■ About this exercise
From top to bottom, write out the listing exactly and skip every picture.

■ Information provided
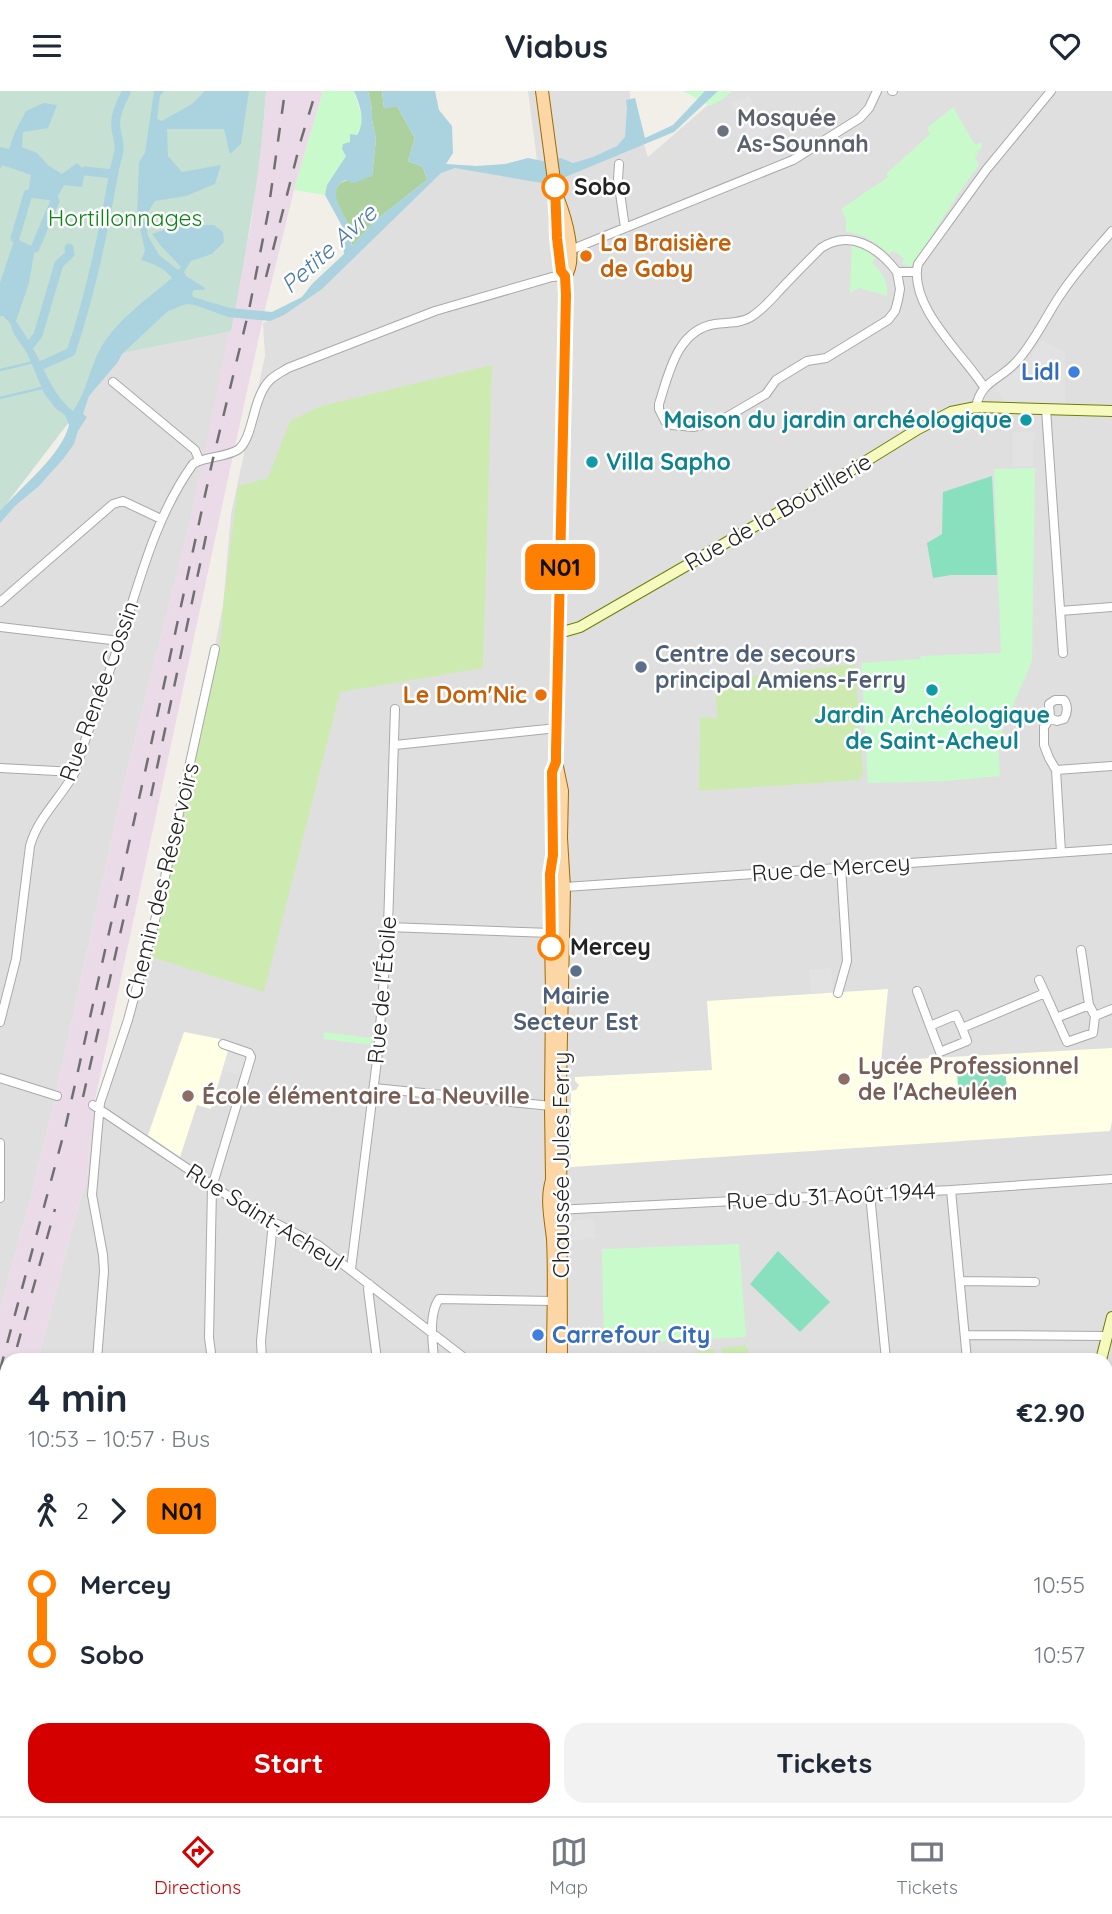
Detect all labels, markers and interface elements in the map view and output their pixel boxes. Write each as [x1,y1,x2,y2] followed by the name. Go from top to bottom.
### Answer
[504,26,608,66] text: Viabus
[28,27,66,65] icon: menu
[1046,27,1084,65] icon: heart
[737,103,869,158] place label: Mosquée As-Sounnah
[715,123,731,139] marker: Mosquée As-Sounnah
[574,172,631,201] place label: Sobo
[542,174,568,200] marker: Sobo
[274,196,384,299] water label: Petite Avre
[48,203,202,232] park label: Hortillonnages
[600,228,732,283] place label: La Braisière de Gaby
[578,248,594,264] marker: La Braisière de Gaby
[1021,357,1060,386] place label: Lidl
[1066,364,1082,380] marker: Lidl
[663,405,1012,434] place label: Maison du jardin archéologique
[1018,412,1034,428] marker: Maison du jardin archéologique
[679,446,876,577] street label: Rue de la Boutillerie
[606,447,731,476] place label: Villa Sapho
[584,454,600,470] marker: Villa Sapho
[520,544,600,590] line badge: N01
[539,552,581,582] text: N01
[52,597,145,785] street label: Rue Renée Cossin
[655,639,906,694] place label: Centre de secours principal Amiens-Ferry
[633,659,649,675] marker: Centre de secours principal Amiens-Ferry
[403,680,527,709] place label: Le Dom'Nic
[924,682,940,698] marker: Jardin Archéologique de Saint-Acheul
[533,687,549,703] marker: Le Dom'Nic
[814,700,1050,755] place label: Jardin Archéologique de Saint-Acheul
[118,759,205,1002] street label: Chemin des Réservoirs
[751,847,911,888] street label: Rue de Mercey
[361,915,402,1065] street label: Rue de l'Étoile
[570,932,651,961] place label: Mercey
[538,934,564,960] marker: Mercey
[568,963,584,979] marker: Mairie Secteur Est
[513,981,639,1036] place label: Mairie Secteur Est
[858,1051,1079,1106] place label: Lycée Professionnel de l'Acheuléen
[546,1052,575,1278] street label: Chaussée Jules Ferry
[836,1071,852,1087] marker: Lycée Professionnel de l'Acheuléen
[202,1081,530,1110] place label: École élémentaire La Neuville
[180,1088,196,1104] marker: École élémentaire La Neuville
[181,1156,350,1277] street label: Rue Saint-Acheul
[726,1176,936,1215] street label: Rue du 31 Août 1944
[552,1320,710,1349] place label: Carrefour City
[530,1327,546,1343] marker: Carrefour City
[28,1374,128,1422] text: 4 min
[1017,1396,1085,1429] text: €2.90
[28,1424,210,1453] text: 10:53 – 10:57 · Bus
[28,1492,66,1530] icon: walk
[99,1492,137,1530] icon: forward
[76,1496,89,1525] text: 2
[161,1496,202,1526] text: N01
[80,1568,171,1601] text: Mercey
[1033,1570,1085,1599] text: 10:55
[80,1638,144,1671] text: Sobo
[1034,1640,1085,1669] text: 10:57
[28,1723,550,1803] button: Start
[564,1723,1085,1803] button: Tickets
[154,1833,241,1899] tab: Directions
[549,1833,588,1899] tab: Map
[896,1833,958,1899] tab: Tickets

■ Reply
Detect all labels, markers and interface elements in the map view and output their pixel boxes. Write each as [x1,y1,x2,y2] followed by the name. Go from top to bottom.
### Answer
[504,26,608,66] text: Viabus
[28,27,66,65] icon: menu
[1046,27,1084,65] icon: heart
[737,103,869,158] place label: Mosquée As-Sounnah
[715,123,731,139] marker: Mosquée As-Sounnah
[574,172,631,201] place label: Sobo
[542,174,568,200] marker: Sobo
[274,196,384,299] water label: Petite Avre
[48,203,202,232] park label: Hortillonnages
[600,228,732,283] place label: La Braisière de Gaby
[578,248,594,264] marker: La Braisière de Gaby
[1021,357,1060,386] place label: Lidl
[1066,364,1082,380] marker: Lidl
[663,405,1012,434] place label: Maison du jardin archéologique
[1018,412,1034,428] marker: Maison du jardin archéologique
[679,446,876,577] street label: Rue de la Boutillerie
[606,447,731,476] place label: Villa Sapho
[584,454,600,470] marker: Villa Sapho
[520,544,600,590] line badge: N01
[539,552,581,582] text: N01
[52,597,145,785] street label: Rue Renée Cossin
[655,639,906,694] place label: Centre de secours principal Amiens-Ferry
[633,659,649,675] marker: Centre de secours principal Amiens-Ferry
[403,680,527,709] place label: Le Dom'Nic
[924,682,940,698] marker: Jardin Archéologique de Saint-Acheul
[533,687,549,703] marker: Le Dom'Nic
[814,700,1050,755] place label: Jardin Archéologique de Saint-Acheul
[118,759,205,1002] street label: Chemin des Réservoirs
[751,847,911,888] street label: Rue de Mercey
[361,915,402,1065] street label: Rue de l'Étoile
[570,932,651,961] place label: Mercey
[538,934,564,960] marker: Mercey
[568,963,584,979] marker: Mairie Secteur Est
[513,981,639,1036] place label: Mairie Secteur Est
[858,1051,1079,1106] place label: Lycée Professionnel de l'Acheuléen
[546,1052,575,1278] street label: Chaussée Jules Ferry
[836,1071,852,1087] marker: Lycée Professionnel de l'Acheuléen
[202,1081,530,1110] place label: École élémentaire La Neuville
[180,1088,196,1104] marker: École élémentaire La Neuville
[181,1156,350,1277] street label: Rue Saint-Acheul
[726,1176,936,1215] street label: Rue du 31 Août 1944
[552,1320,710,1349] place label: Carrefour City
[530,1327,546,1343] marker: Carrefour City
[28,1374,128,1422] text: 4 min
[1017,1396,1085,1429] text: €2.90
[28,1424,210,1453] text: 10:53 – 10:57 · Bus
[28,1492,66,1530] icon: walk
[99,1492,137,1530] icon: forward
[76,1496,89,1525] text: 2
[161,1496,202,1526] text: N01
[80,1568,171,1601] text: Mercey
[1033,1570,1085,1599] text: 10:55
[80,1638,144,1671] text: Sobo
[1034,1640,1085,1669] text: 10:57
[28,1723,550,1803] button: Start
[564,1723,1085,1803] button: Tickets
[154,1833,241,1899] tab: Directions
[549,1833,588,1899] tab: Map
[896,1833,958,1899] tab: Tickets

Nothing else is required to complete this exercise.